[Required action]: Your answer should be every line of the entries that has the string "hand" in it.

[Excerpted records]:

########

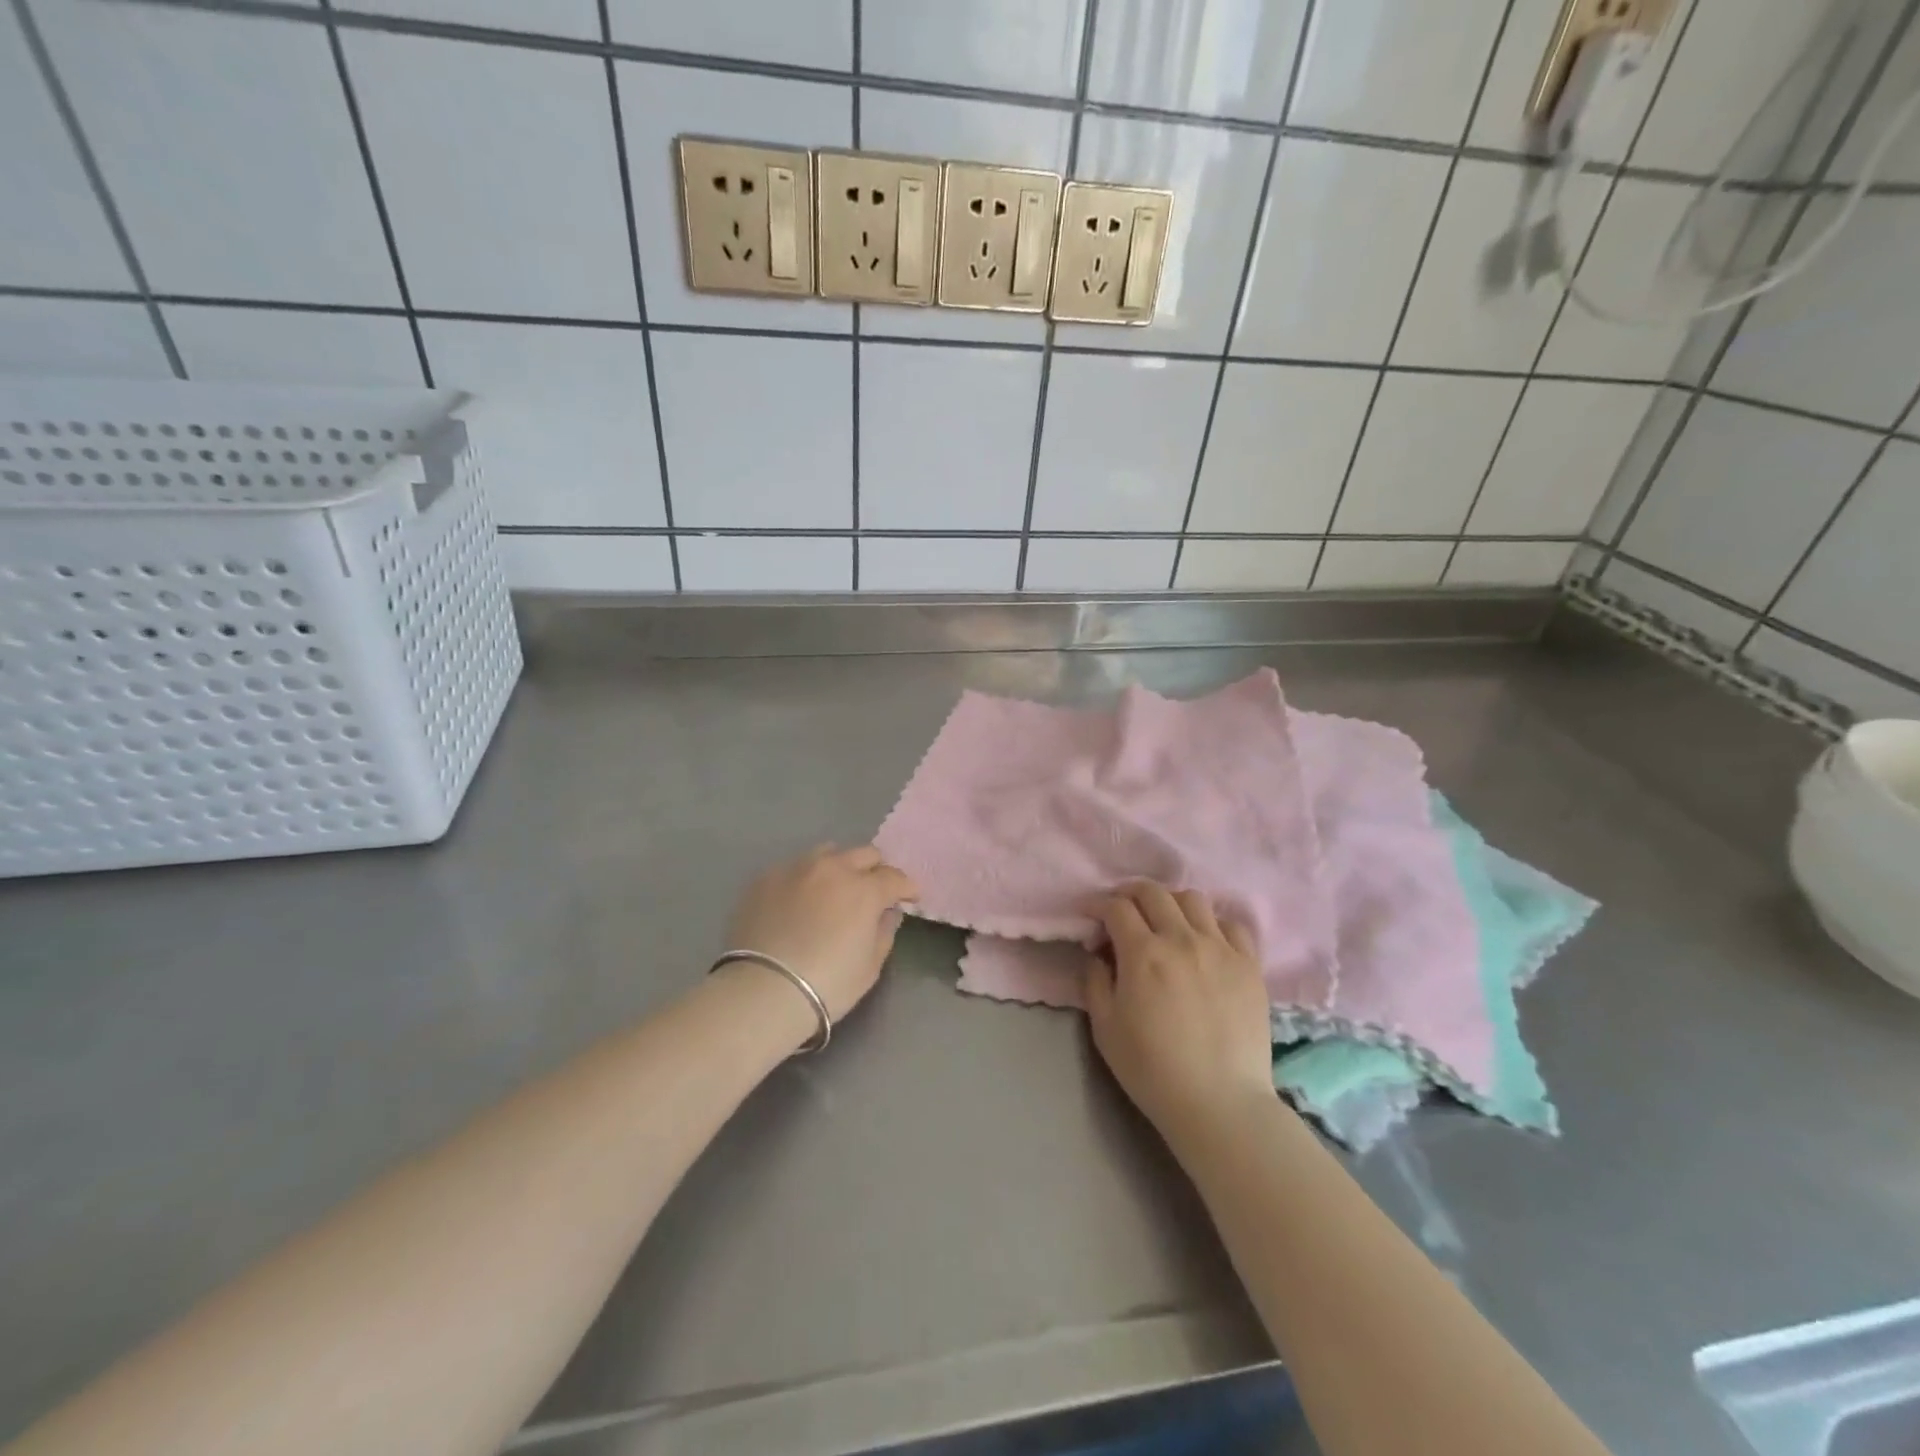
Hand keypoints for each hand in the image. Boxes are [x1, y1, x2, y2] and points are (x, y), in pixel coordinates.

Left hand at [724, 844, 919, 1022]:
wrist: (763, 991)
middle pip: (864, 854)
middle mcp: (833, 868)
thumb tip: (887, 913)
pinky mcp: (766, 878)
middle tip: (874, 890)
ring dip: (840, 866)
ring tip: (835, 888)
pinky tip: (800, 900)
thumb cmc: (827, 985)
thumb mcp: (870, 966)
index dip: (907, 888)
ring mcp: (797, 869)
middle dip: (876, 870)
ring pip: (828, 853)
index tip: (909, 898)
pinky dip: (806, 879)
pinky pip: (795, 868)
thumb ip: (884, 932)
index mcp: (864, 889)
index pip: (895, 878)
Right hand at [1085, 883, 1273, 1139]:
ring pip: (1193, 900)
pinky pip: (1232, 925)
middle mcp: (1182, 939)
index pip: (1116, 907)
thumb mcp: (1104, 1028)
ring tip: (1164, 922)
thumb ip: (1095, 981)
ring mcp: (1220, 949)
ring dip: (1170, 903)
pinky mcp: (1250, 965)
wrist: (1220, 1103)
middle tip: (1120, 910)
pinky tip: (1204, 941)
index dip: (1096, 904)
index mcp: (1143, 954)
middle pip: (1153, 892)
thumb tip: (1098, 954)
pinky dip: (1212, 924)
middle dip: (1129, 894)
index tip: (1088, 914)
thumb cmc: (1152, 1069)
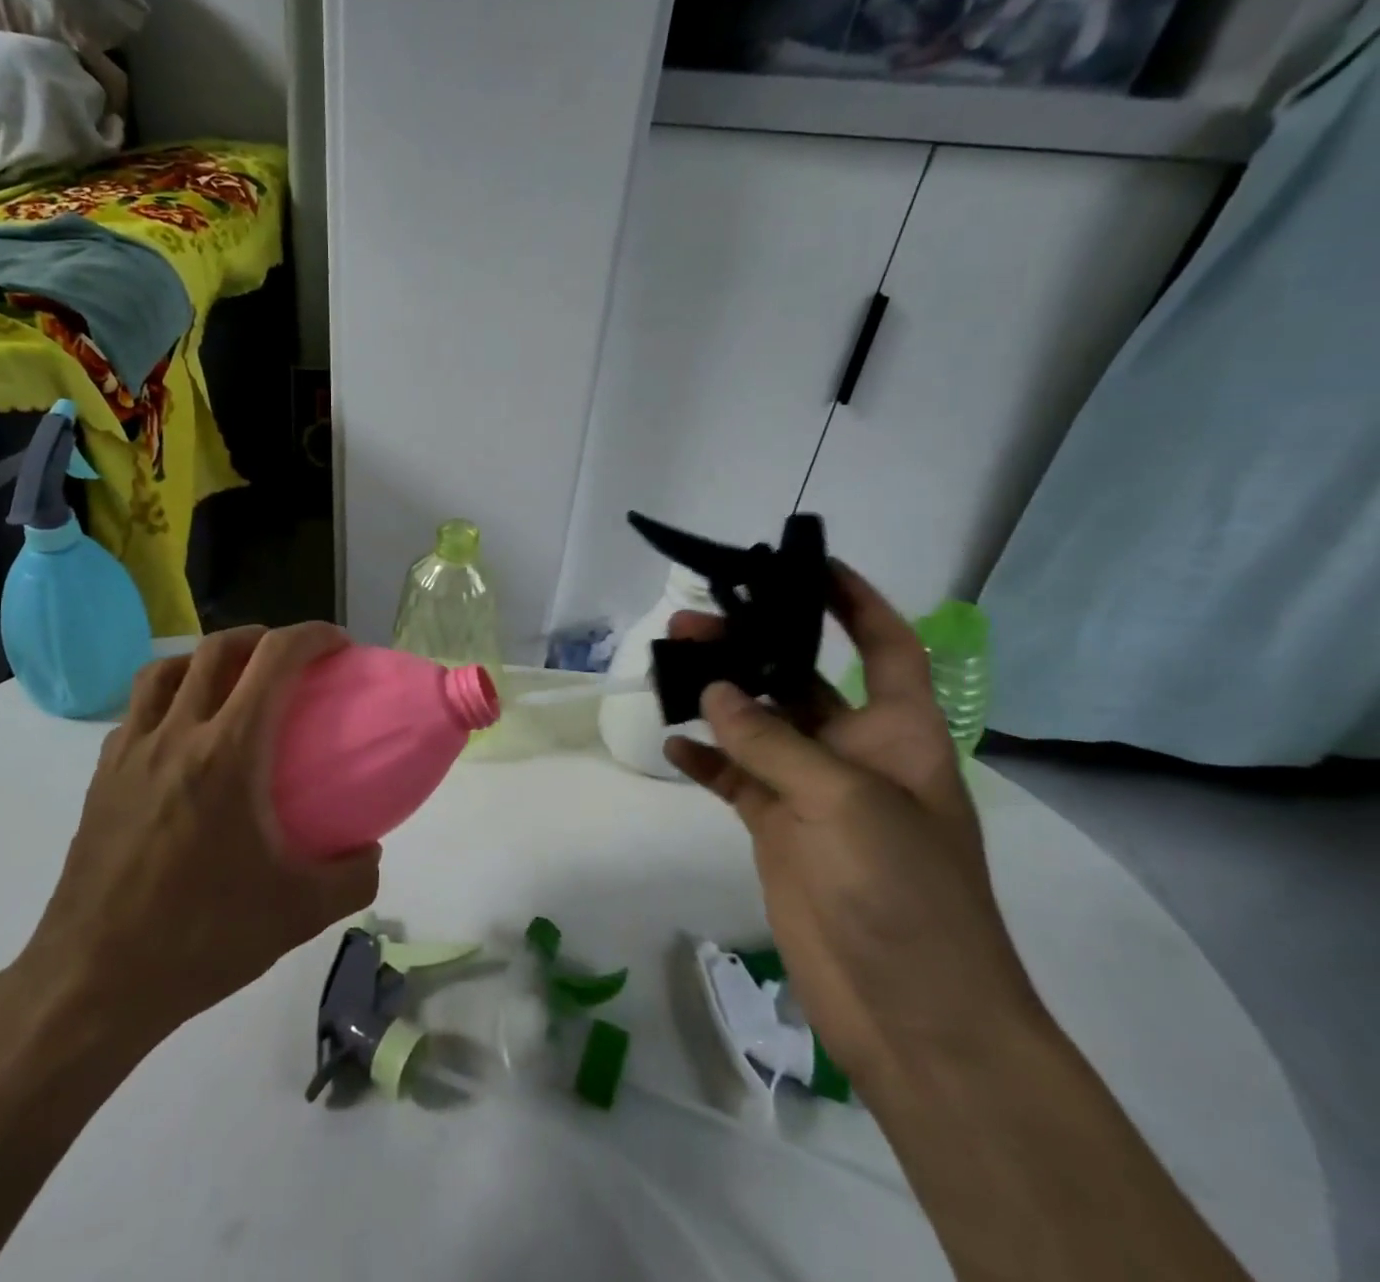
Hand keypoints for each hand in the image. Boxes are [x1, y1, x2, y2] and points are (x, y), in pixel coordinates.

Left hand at [18, 623, 380, 1043]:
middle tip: (287, 659)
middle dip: (261, 637)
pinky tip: (180, 735)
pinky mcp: (102, 777)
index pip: (274, 660)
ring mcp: (130, 752)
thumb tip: (370, 852)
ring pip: (164, 669)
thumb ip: (353, 878)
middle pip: (216, 649)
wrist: (93, 983)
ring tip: (230, 682)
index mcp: (229, 752)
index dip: (311, 636)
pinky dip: (166, 698)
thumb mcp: (298, 914)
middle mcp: (177, 735)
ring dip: (205, 658)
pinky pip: (136, 711)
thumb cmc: (201, 938)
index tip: (338, 644)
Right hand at [664, 564, 1046, 1097]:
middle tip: (690, 621)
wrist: (911, 1013)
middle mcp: (853, 752)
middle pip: (799, 679)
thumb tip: (713, 692)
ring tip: (667, 667)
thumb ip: (772, 741)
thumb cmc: (904, 891)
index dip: (854, 601)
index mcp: (897, 733)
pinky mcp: (777, 829)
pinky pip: (733, 779)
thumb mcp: (843, 801)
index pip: (883, 646)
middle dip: (752, 645)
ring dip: (717, 697)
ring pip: (756, 725)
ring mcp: (810, 792)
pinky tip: (671, 742)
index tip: (807, 565)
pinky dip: (704, 759)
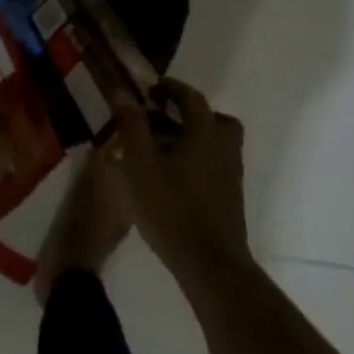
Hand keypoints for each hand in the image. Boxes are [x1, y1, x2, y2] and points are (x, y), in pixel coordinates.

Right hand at [110, 81, 251, 288]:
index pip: (191, 98)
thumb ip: (132, 126)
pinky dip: (197, 159)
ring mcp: (231, 173)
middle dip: (187, 114)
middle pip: (212, 119)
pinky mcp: (231, 197)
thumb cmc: (172, 209)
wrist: (210, 265)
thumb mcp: (141, 165)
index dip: (171, 89)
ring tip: (162, 149)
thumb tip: (122, 92)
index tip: (152, 89)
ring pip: (214, 142)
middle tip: (162, 119)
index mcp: (205, 132)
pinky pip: (214, 164)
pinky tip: (172, 178)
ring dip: (192, 138)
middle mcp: (224, 146)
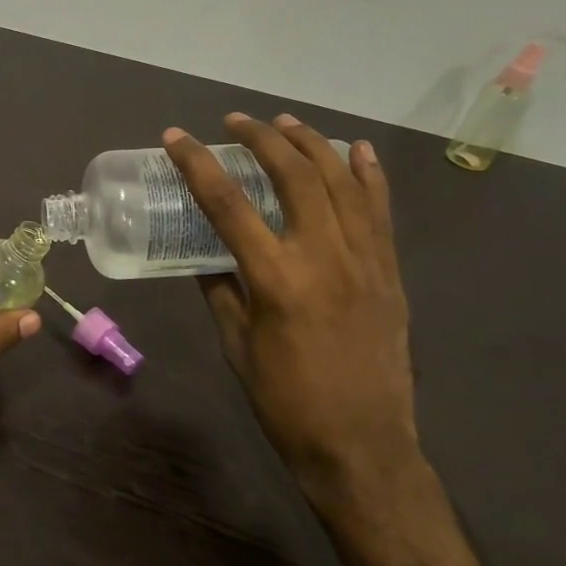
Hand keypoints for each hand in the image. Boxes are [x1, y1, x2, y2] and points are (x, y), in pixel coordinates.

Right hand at [165, 114, 417, 509]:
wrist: (361, 444)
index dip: (197, 164)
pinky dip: (367, 174)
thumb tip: (207, 257)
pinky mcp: (389, 271)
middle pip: (292, 175)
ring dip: (310, 143)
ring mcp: (365, 259)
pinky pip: (380, 210)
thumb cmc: (285, 400)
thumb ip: (221, 290)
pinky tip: (355, 150)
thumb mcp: (236, 344)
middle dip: (260, 138)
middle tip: (234, 122)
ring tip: (284, 122)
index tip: (176, 137)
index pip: (227, 204)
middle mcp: (324, 256)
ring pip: (341, 181)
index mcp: (276, 278)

########

[Output]:
Hand keypoints for each hand in the image. Boxes are [x1, y1, x2, y2] and points are (x, y), in pixel coordinates.
Left hand at [724, 844, 919, 1022]:
Right hand at [1085, 883, 1273, 1139]:
Hand keypoints for each hand in the image. Boxes are [x1, y1, x2, y2] and points are (x, y), in pixel coordinates.
Left hand at [18, 623, 380, 1043]:
Right hand at [664, 564, 1046, 1097]:
Hand keypoints for each hand in the image. Boxes are [x1, y1, x2, y2] and points are (x, y), in pixel coordinates.
Right hand at [110, 81, 251, 288]:
Hand keypoints for each hand in the image. Boxes are [x1, y1, x2, y2] and points are (x, y), in pixel coordinates.
Right hand at [165, 114, 417, 509]:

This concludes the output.